[Record excerpts — start]
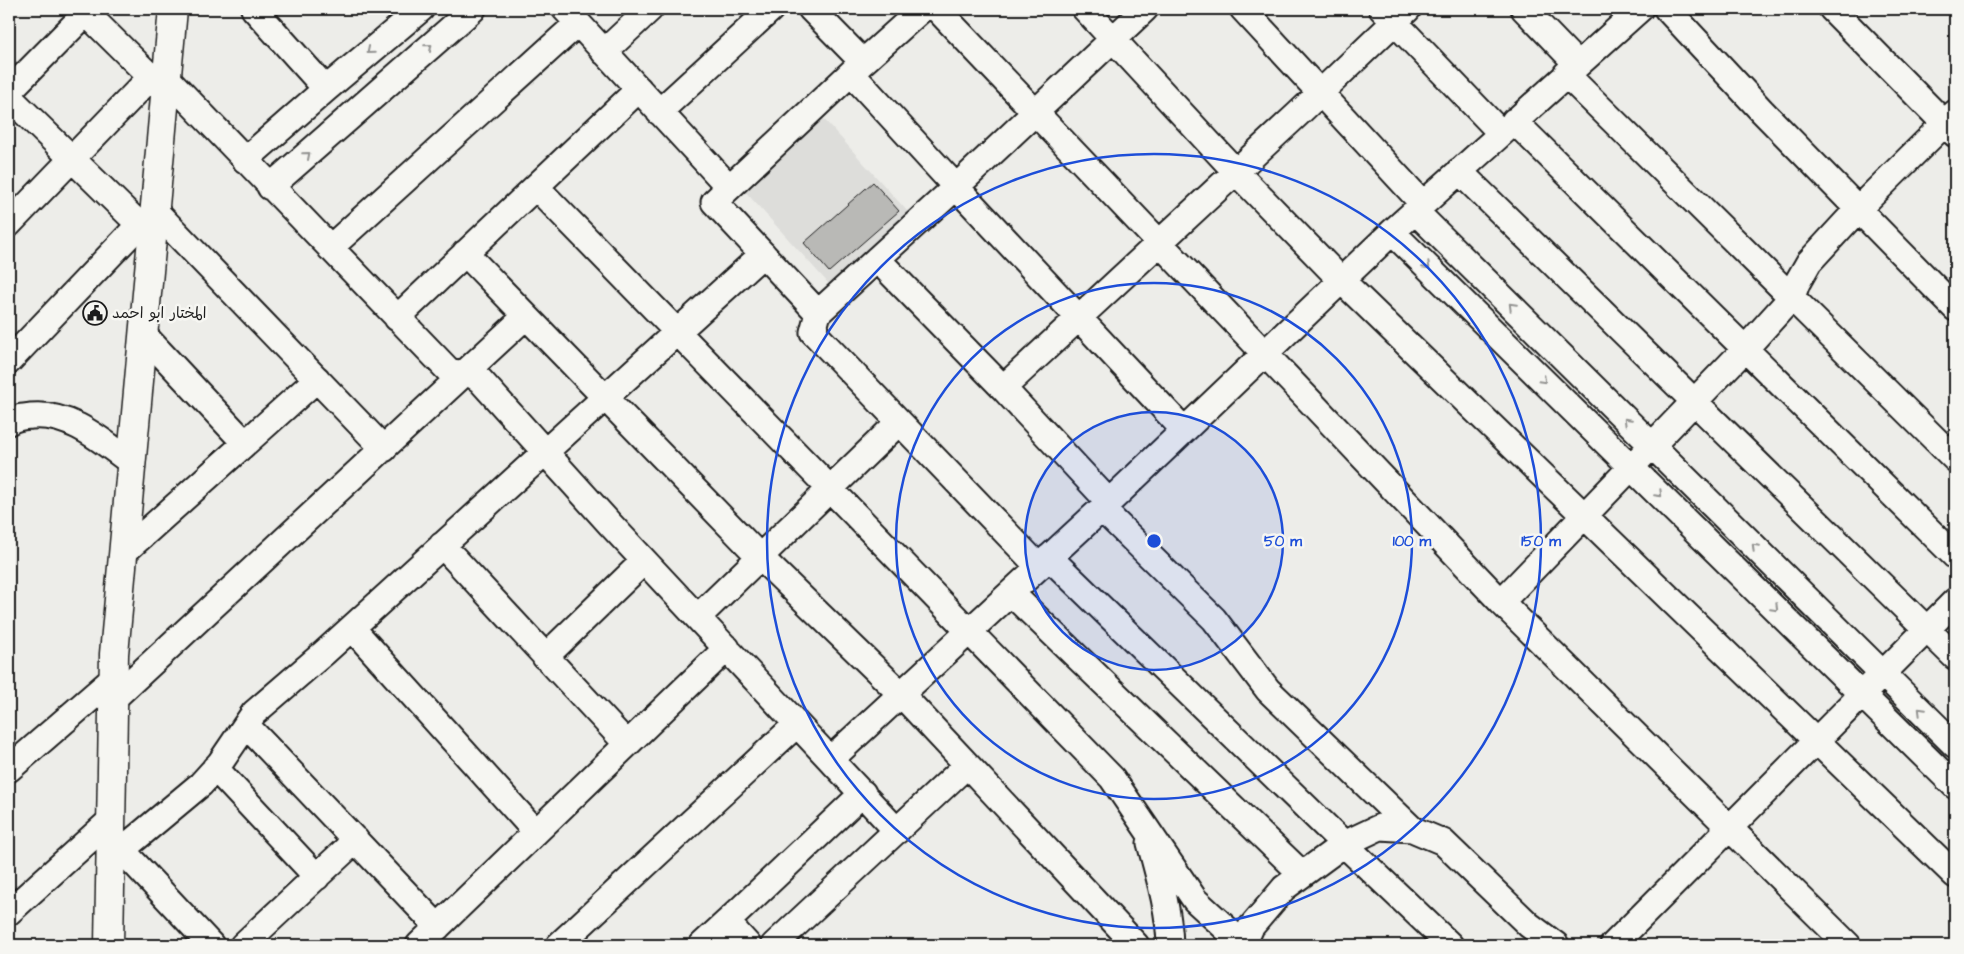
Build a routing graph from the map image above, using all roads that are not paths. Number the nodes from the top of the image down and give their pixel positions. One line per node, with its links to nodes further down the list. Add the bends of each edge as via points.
1 (173, 9): 24 (main road)
2 (254, 9): 25 (street)
3 (421, 9): 25 (street, one-way to 25)
4 (473, 9): 38 (street, one-way to 4)
5 (650, 9): 21 (street)
6 (771, 9): 30 (street)
7 (811, 9): 22 (street)
8 (922, 9): 22 (street)
9 (937, 9): 31 (street)
10 (1085, 9): 20 (street)
11 (1145, 9): 20 (street)
12 (1243, 9): 28 (street)
13 (1524, 9): 23 (street)
14 (1640, 9): 23 (street)
15 (1667, 9): 43 (street)
16 (1832, 9): 32 (street)
17 (86, 10): 24 (street); 27 (street)
18 (1394, 13): 28 (street); 33 (street)
19 (572, 16): 21 (street); 48 (street)
20 (1113, 39): 31 (street); 37 (street)
21 (604, 52): 26 (street)
22 (857, 68): 40 (street); 41 (street)
23 (1572, 69): 33 (street); 53 (street)
24 (161, 83): 34 (street); 35 (street); 45 (main road)
25 (326, 89): 35 (street)
26 (639, 90): 30 (street); 39 (street)
27 (9, 91)
28 (1320, 93): 37 (street); 42 (street)
29 (9, 96): 34 (street)
30 (659, 112): 40 (street)
31 (1035, 113): 41 (street); 47 (street)
32 (1952, 123): 43 (street)
33 (1507, 127): 36 (street); 61 (street)
34 (72, 158): 44 (street); 45 (street)
35 (245, 160): 38 (street)
36 (1459, 171): 42 (street); 68 (street)
37 (1236, 172): 47 (street); 52 (street)
38 (270, 187): 48 (street)
39 (536, 187): 49 (street); 59 (street)
40 (729, 187): 50 (street, via 714,202)
41 (956, 187): 51 (street); 58 (street)
42 (1419, 207): 46 (street); 73 (street, one-way to 42)
43 (1858, 209): 53 (street, via 1809,262); 54 (street)
44 (9, 224)
45 (149, 224): 60 (main road); 63 (street); 65 (street)
46 (1392, 232): 52 (street); 78 (street, one-way to 78)
47 (1159, 243): 58 (street); 62 (street)
48 (330, 248): 57 (street)
49 (466, 253): 56 (street); 57 (street)
50 (764, 254): 55 (street); 59 (street)
51 (877, 259): 55 (street); 66 (street)
52 (1341, 280): 62 (street); 81 (street)
53 (1792, 297): 61 (street); 76 (street)
54 (1955, 308)
55 (818, 313): 70 (street, via 813,332)
56 (526, 316): 64 (street); 67 (street)
57 (397, 318): 64 (street, via 450,372)
58 (1078, 318): 66 (street); 71 (street)
59 (678, 332): 67 (street); 79 (street)
60 (143, 334): 72 (street); 77 (main road)
61 (1746, 349): 68 (street); 84 (street)
62 (1264, 354): 71 (street); 90 (street)
63 (9, 361)
64 (466, 374): 74 (street); 75 (street, via 480,380)
65 (316, 379): 72 (street); 74 (street)
66 (1003, 388): 80 (street)
67 (605, 398): 75 (street); 85 (street)
68 (1695, 402): 73 (street); 93 (street)
69 (12, 415): 77 (street, via 42,415 69,421)
70 (899, 422): 79 (street); 87 (street)
71 (1184, 430): 80 (street)
72 (245, 443): 83 (street)
73 (1652, 445): 78 (street); 98 (street, one-way to 73)
74 (384, 449): 99 (street)
75 (545, 452): 82 (street); 86 (street)
76 (1955, 459)
77 (132, 463): 83 (main road)
78 (1631, 467): 81 (street); 101 (street, one-way to 101)
79 (831, 488): 85 (street); 94 (street)
80 (1106, 506): 87 (street); 115 (street, via 1214,619 1268,690)
81 (1584, 515): 90 (street); 104 (street)
82 (442, 546): 92 (street); 96 (street)
83 (124, 553): 99 (main road)
84 (1955, 556)
85 (760, 557): 91 (street); 100 (street)
86 (644, 561): 91 (street); 96 (street)
87 (1044, 562): 88 (street); 120 (street)
88 (1010, 593): 94 (street); 122 (street)
89 (1955, 601): 93 (street)
90 (1501, 602): 116 (street)
91 (698, 618): 95 (street)
92 (352, 628): 103 (street, via 260,708); 118 (street)
93 (1927, 629): 97 (street); 98 (street)
94 (970, 631): 100 (street); 114 (street, via 1112,778)
95 (727, 648): 102 (street); 105 (street)
96 (545, 657): 105 (street)
97 (1955, 657)
98 (1883, 674): 101 (street); 106 (street, one-way to 98)
99 (114, 688): 110 (street); 113 (main road)
100 (901, 694): 107 (street); 108 (street)
101 (1862, 695): 104 (street); 111 (street)
102 (798, 724): 107 (street); 131 (street)
103 (246, 725): 109 (street); 119 (street)
104 (1817, 740): 116 (street); 123 (street)
105 (627, 744): 118 (street)
106 (1955, 745)
107 (831, 759): 112 (street)
108 (967, 765): 117 (street); 135 (street)
109 (215, 768): 121 (street, via 201,784); 124 (street)
110 (9, 769)
111 (1955, 786)
112 (863, 794): 117 (street); 126 (street)
113 (112, 820): 121 (main road); 125 (street)
114 (1143, 822): 136 (street, via 1164,892); 137 (street, via 1196,900)
115 (1412, 829): 120 (street, via 1380,827); 139 (street, via 1443,842 1529,925)
116 (1729, 829): 140 (street); 141 (street)
117 (897, 831): 134 (street)
118 (536, 832): 127 (street)
119 (356, 840): 124 (street); 127 (street)
120 (1344, 844): 122 (street); 138 (street)
121 (116, 855): 128 (main road); 129 (street)
122 (1302, 874): 137 (street, via 1278,894 1251,927)
123 (1955, 875)
124 (317, 877): 130 (street)
125 (9, 912)
126 (727, 922): 132 (street); 133 (street)
127 (434, 937)
128 (110, 945)
129 (211, 945)
130 (244, 945)
131 (559, 945)
132 (702, 945)
133 (748, 945)
134 (774, 945)
135 (1136, 945)
136 (1170, 945)
137 (1243, 945)
138 (1450, 945)
139 (1556, 945)
140 (1613, 945)
141 (1848, 945)

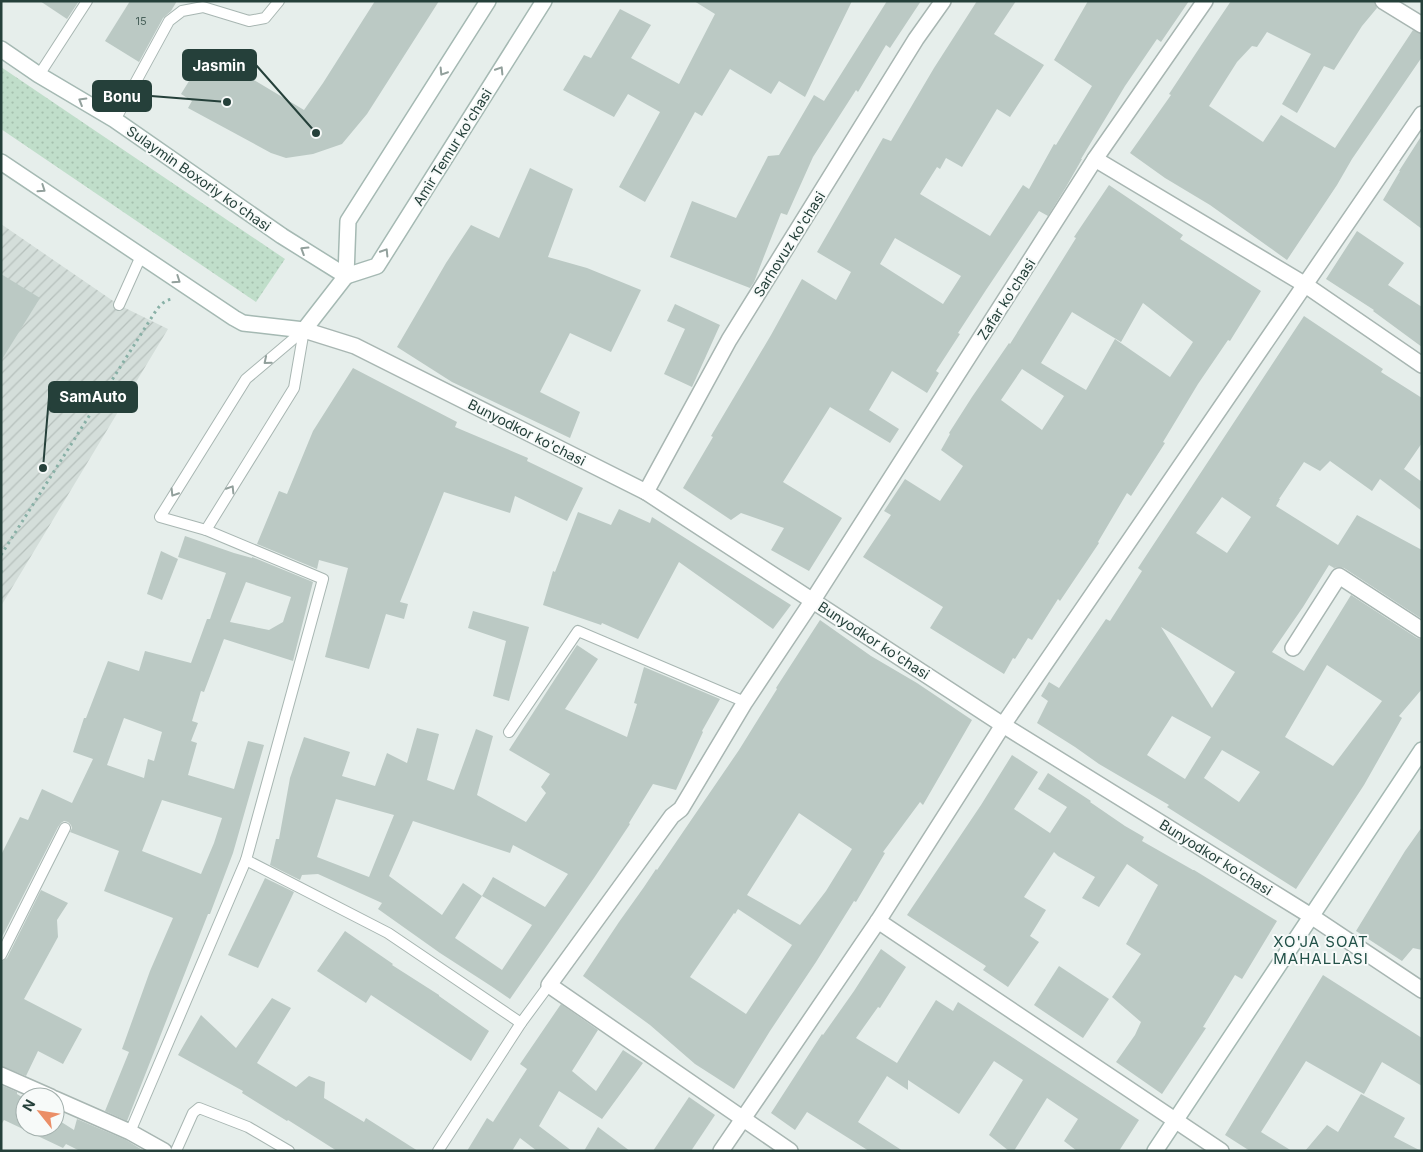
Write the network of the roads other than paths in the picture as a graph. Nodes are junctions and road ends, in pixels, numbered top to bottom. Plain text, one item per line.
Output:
1 (87, 1) edge
2 (279, 1) edge
3 (488, 1) edge
4 (544, 1) edge
5 (943, 1) edge
6 (1205, 1) edge
7 (1383, 1) edge
8 (1422, 25) edge
9 (1, 49) edge
10 (39, 74) junction
11 (1422, 114) edge
12 (115, 120) junction
13 (1095, 159) junction
14 (1, 162) edge
15 (141, 256) junction
16 (346, 276) junction
17 (1304, 284) junction
18 (119, 304) dead end
19 (304, 330) junction
20 (1422, 365) edge
21 (646, 492) junction
22 (206, 530) junction
23 (812, 600) junction
24 (1422, 630) edge
25 (1293, 648) dead end
26 (745, 702) junction
27 (1003, 724) junction
28 (509, 732) dead end
29 (1422, 750) edge
30 (65, 828) dead end
31 (246, 860) junction
32 (1311, 916) junction
33 (878, 920) junction
34 (1, 955) edge
35 (549, 985) junction
36 (1422, 990) edge
37 (522, 1023) junction
38 (1, 1076) edge
39 (27, 1087) edge
40 (65, 1103) edge
41 (742, 1119) junction
42 (1175, 1120) junction
43 (130, 1132) junction
44 (164, 1151) edge
45 (176, 1151) edge
46 (290, 1151) edge
47 (438, 1151) edge
48 (721, 1151) edge
49 (790, 1151) edge
50 (1155, 1151) edge
51 (1222, 1151) edge

1 - 10 lane
2 - 12 lane
3 -> 16 street
16 -> 4 street, Amir Temur ko'chasi
5 - 21 street, Sarhovuz ko'chasi
6 - 13 street, Zafar ko'chasi
7 - 8 street
9 - 10 street, Sulaymin Boxoriy ko'chasi
12 -> 10 street, Sulaymin Boxoriy ko'chasi
11 - 17 street
16 -> 12 street, Sulaymin Boxoriy ko'chasi
13 - 17 street
13 - 23 street, Zafar ko'chasi
14 -> 15 street
15 - 18 lane
15 -> 19 street
16 - 19 street
17 - 20 street
17 - 27 street
19 - 21 street, Bunyodkor ko'chasi
22 -> 19 lane
19 -> 22 lane
21 - 23 street, Bunyodkor ko'chasi
22 - 31 lane
23 - 26 street, Zafar ko'chasi
23 - 27 street, Bunyodkor ko'chasi
24 - 25 street
26 - 28 lane
26 - 35 street, Zafar ko'chasi
27 - 32 street, Bunyodkor ko'chasi
27 - 33 street
29 - 32 street
30 - 34 lane
31 - 37 lane
31 - 43 lane
32 - 36 street, Bunyodkor ko'chasi
32 - 42 street
33 - 41 street
33 - 42 street
35 - 37 lane
35 - 41 street
37 - 47 lane
38 - 39 street
40 - 43 street
41 - 48 street
41 - 49 street
42 - 50 street
42 - 51 street
43 - 44 street
45 - 46 lane

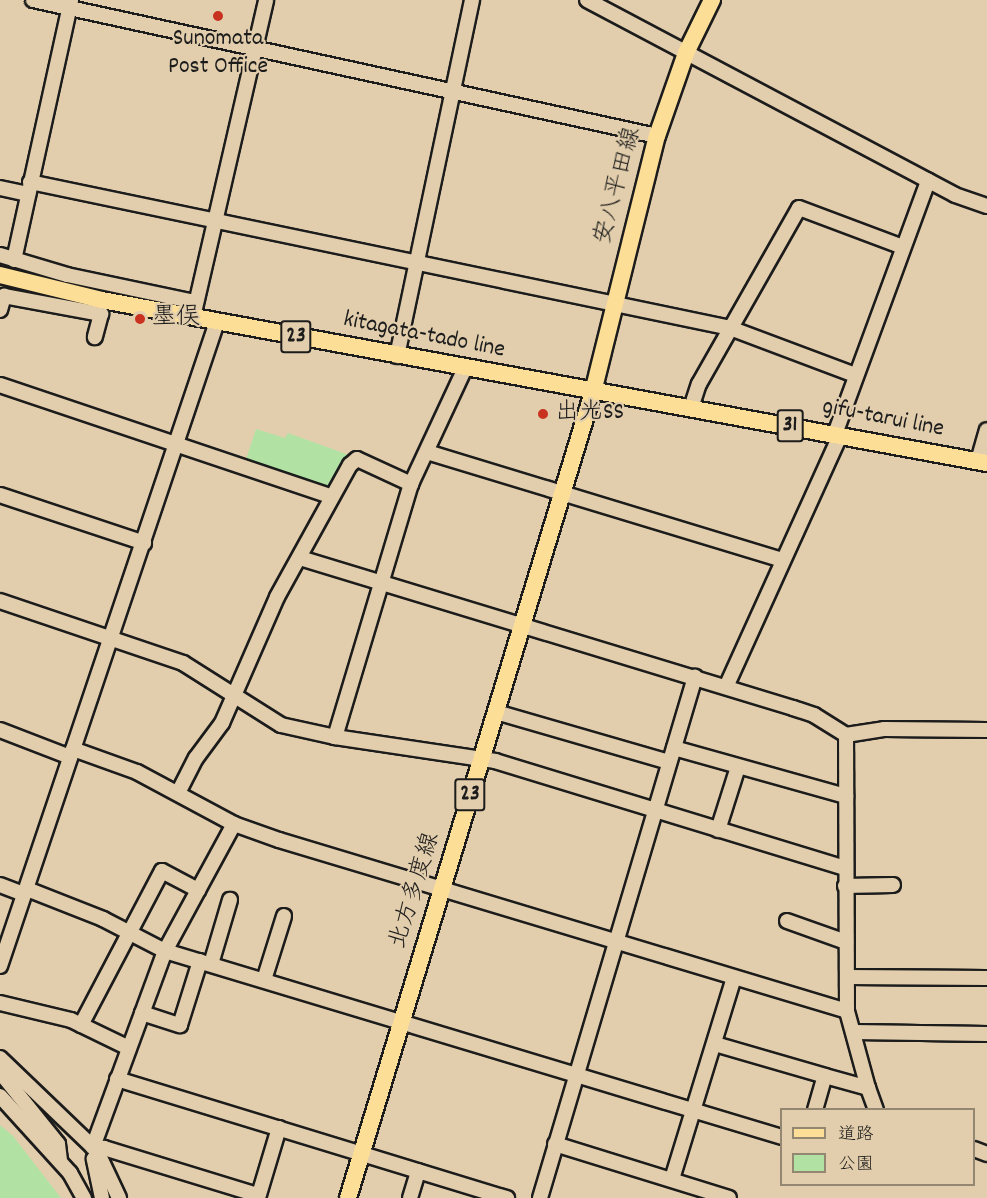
[Record excerpts — finish]
Instructions for the task:
Tell how many lines of the records above hold the string "dead". Give no other text.

Your response:
4